*** Begin section ***

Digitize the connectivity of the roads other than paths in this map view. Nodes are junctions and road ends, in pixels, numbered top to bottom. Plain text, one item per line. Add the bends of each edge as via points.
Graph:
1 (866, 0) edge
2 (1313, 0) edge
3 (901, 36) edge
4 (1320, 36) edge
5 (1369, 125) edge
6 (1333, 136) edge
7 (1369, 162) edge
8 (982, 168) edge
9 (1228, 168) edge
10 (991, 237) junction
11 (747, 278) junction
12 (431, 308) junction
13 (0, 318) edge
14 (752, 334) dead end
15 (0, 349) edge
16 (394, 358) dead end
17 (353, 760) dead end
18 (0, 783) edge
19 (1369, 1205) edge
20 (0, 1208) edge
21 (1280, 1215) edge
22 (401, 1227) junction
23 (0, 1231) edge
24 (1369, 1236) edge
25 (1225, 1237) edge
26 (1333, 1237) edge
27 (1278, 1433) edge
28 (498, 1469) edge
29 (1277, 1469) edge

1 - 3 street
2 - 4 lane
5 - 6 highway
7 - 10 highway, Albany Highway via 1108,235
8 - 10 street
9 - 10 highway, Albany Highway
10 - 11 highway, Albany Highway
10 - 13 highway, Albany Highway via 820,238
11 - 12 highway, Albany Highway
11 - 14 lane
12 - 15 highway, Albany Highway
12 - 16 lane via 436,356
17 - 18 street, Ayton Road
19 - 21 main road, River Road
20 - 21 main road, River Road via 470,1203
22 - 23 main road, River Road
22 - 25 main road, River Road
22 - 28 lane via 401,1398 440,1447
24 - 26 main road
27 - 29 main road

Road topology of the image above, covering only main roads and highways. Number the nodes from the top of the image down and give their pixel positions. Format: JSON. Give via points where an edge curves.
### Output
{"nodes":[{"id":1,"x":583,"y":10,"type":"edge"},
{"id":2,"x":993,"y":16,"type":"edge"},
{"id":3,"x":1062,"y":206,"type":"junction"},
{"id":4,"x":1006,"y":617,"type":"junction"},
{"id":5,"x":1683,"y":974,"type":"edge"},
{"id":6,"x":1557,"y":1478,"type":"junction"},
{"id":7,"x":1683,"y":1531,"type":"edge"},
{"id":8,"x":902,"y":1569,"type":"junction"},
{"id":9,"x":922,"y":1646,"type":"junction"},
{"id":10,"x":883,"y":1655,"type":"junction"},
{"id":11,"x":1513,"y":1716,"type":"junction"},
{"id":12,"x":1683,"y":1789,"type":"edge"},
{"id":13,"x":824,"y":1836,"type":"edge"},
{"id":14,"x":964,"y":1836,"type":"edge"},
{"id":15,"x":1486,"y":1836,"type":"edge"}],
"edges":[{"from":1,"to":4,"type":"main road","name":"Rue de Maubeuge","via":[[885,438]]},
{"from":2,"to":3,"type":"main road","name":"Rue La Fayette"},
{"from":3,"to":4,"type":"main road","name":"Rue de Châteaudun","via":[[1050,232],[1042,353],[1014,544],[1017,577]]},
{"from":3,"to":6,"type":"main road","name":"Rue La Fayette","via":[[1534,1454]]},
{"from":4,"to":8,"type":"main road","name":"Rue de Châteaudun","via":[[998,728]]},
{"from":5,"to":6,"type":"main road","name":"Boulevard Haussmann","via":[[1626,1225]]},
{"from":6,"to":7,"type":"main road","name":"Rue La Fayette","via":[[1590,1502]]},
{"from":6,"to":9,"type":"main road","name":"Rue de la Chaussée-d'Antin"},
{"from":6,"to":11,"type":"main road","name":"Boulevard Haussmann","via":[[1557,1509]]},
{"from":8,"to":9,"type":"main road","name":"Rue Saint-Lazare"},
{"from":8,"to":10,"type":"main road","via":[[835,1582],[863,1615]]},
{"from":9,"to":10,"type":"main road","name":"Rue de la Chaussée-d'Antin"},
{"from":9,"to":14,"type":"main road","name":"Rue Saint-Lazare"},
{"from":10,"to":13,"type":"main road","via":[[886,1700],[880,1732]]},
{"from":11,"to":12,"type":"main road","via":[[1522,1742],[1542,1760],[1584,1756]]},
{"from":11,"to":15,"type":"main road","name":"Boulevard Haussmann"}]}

*** End section ***

Once you have read the data, copy all of it out exactly.

Digitize the connectivity of the roads other than paths in this map view. Nodes are junctions and road ends, in pixels, numbered top to bottom. Plain text, one item per line. Add the bends of each edge as via points.
Graph:
1 (866, 0) edge
2 (1313, 0) edge
3 (901, 36) edge
4 (1320, 36) edge
5 (1369, 125) edge
6 (1333, 136) edge
7 (1369, 162) edge
8 (982, 168) edge
9 (1228, 168) edge
10 (991, 237) junction
11 (747, 278) junction
12 (431, 308) junction
13 (0, 318) edge
14 (752, 334) dead end
15 (0, 349) edge
16 (394, 358) dead end
17 (353, 760) dead end
18 (0, 783) edge
19 (1369, 1205) edge
20 (0, 1208) edge
21 (1280, 1215) edge
22 (401, 1227) junction
23 (0, 1231) edge
24 (1369, 1236) edge
25 (1225, 1237) edge
26 (1333, 1237) edge
27 (1278, 1433) edge
28 (498, 1469) edge
29 (1277, 1469) edge

1 - 3 street
2 - 4 lane
5 - 6 highway
7 - 10 highway, Albany Highway via 1108,235
8 - 10 street
9 - 10 highway, Albany Highway
10 - 11 highway, Albany Highway
10 - 13 highway, Albany Highway via 820,238
11 - 12 highway, Albany Highway
11 - 14 lane
12 - 15 highway, Albany Highway
12 - 16 lane via 436,356
17 - 18 street, Ayton Road
19 - 21 main road, River Road
20 - 21 main road, River Road via 470,1203
22 - 23 main road, River Road
22 - 25 main road, River Road
22 - 28 lane via 401,1398 440,1447
24 - 26 main road
27 - 29 main road

Road topology of the image above, covering only main roads and highways. Number the nodes from the top of the image down and give their pixel positions. Format: JSON. Give via points where an edge curves.
### Output
{"nodes":[{"id":1,"x":583,"y":10,"type":"edge"},
{"id":2,"x":993,"y":16,"type":"edge"},
{"id":3,"x":1062,"y":206,"type":"junction"},
{"id":4,"x":1006,"y":617,"type":"junction"},
{"id":5,"x":1683,"y":974,"type":"edge"},
{"id":6,"x":1557,"y":1478,"type":"junction"},
{"id":7,"x":1683,"y":1531,"type":"edge"},
{"id":8,"x":902,"y":1569,"type":"junction"},
{"id":9,"x":922,"y":1646,"type":"junction"},
{"id":10,"x":883,"y":1655,"type":"junction"},
{"id":11,"x":1513,"y":1716,"type":"junction"},
{"id":12,"x":1683,"y":1789,"type":"edge"},
{"id":13,"x":824,"y":1836,"type":"edge"},
{"id":14,"x":964,"y":1836,"type":"edge"},
{"id":15,"x":1486,"y":1836,"type":"edge"}],
"edges":[{"from":1,"to":4,"type":"main road","name":"Rue de Maubeuge","via":[[885,438]]},
{"from":2,"to":3,"type":"main road","name":"Rue La Fayette"},
{"from":3,"to":4,"type":"main road","name":"Rue de Châteaudun","via":[[1050,232],[1042,353],[1014,544],[1017,577]]},
{"from":3,"to":6,"type":"main road","name":"Rue La Fayette","via":[[1534,1454]]},
{"from":4,"to":8,"type":"main road","name":"Rue de Châteaudun","via":[[998,728]]},
{"from":5,"to":6,"type":"main road","name":"Boulevard Haussmann","via":[[1626,1225]]},
{"from":6,"to":7,"type":"main road","name":"Rue La Fayette","via":[[1590,1502]]},
{"from":6,"to":9,"type":"main road","name":"Rue de la Chaussée-d'Antin"},
{"from":6,"to":11,"type":"main road","name":"Boulevard Haussmann","via":[[1557,1509]]},
{"from":8,"to":9,"type":"main road","name":"Rue Saint-Lazare"},
{"from":8,"to":10,"type":"main road","via":[[835,1582],[863,1615]]},
{"from":9,"to":10,"type":"main road","name":"Rue de la Chaussée-d'Antin"},
{"from":9,"to":14,"type":"main road","name":"Rue Saint-Lazare"},
{"from":10,"to":13,"type":"main road","via":[[886,1700],[880,1732]]},
{"from":11,"to":12,"type":"main road","via":[[1522,1742],[1542,1760],[1584,1756]]},
{"from":11,"to":15,"type":"main road","name":"Boulevard Haussmann"}]}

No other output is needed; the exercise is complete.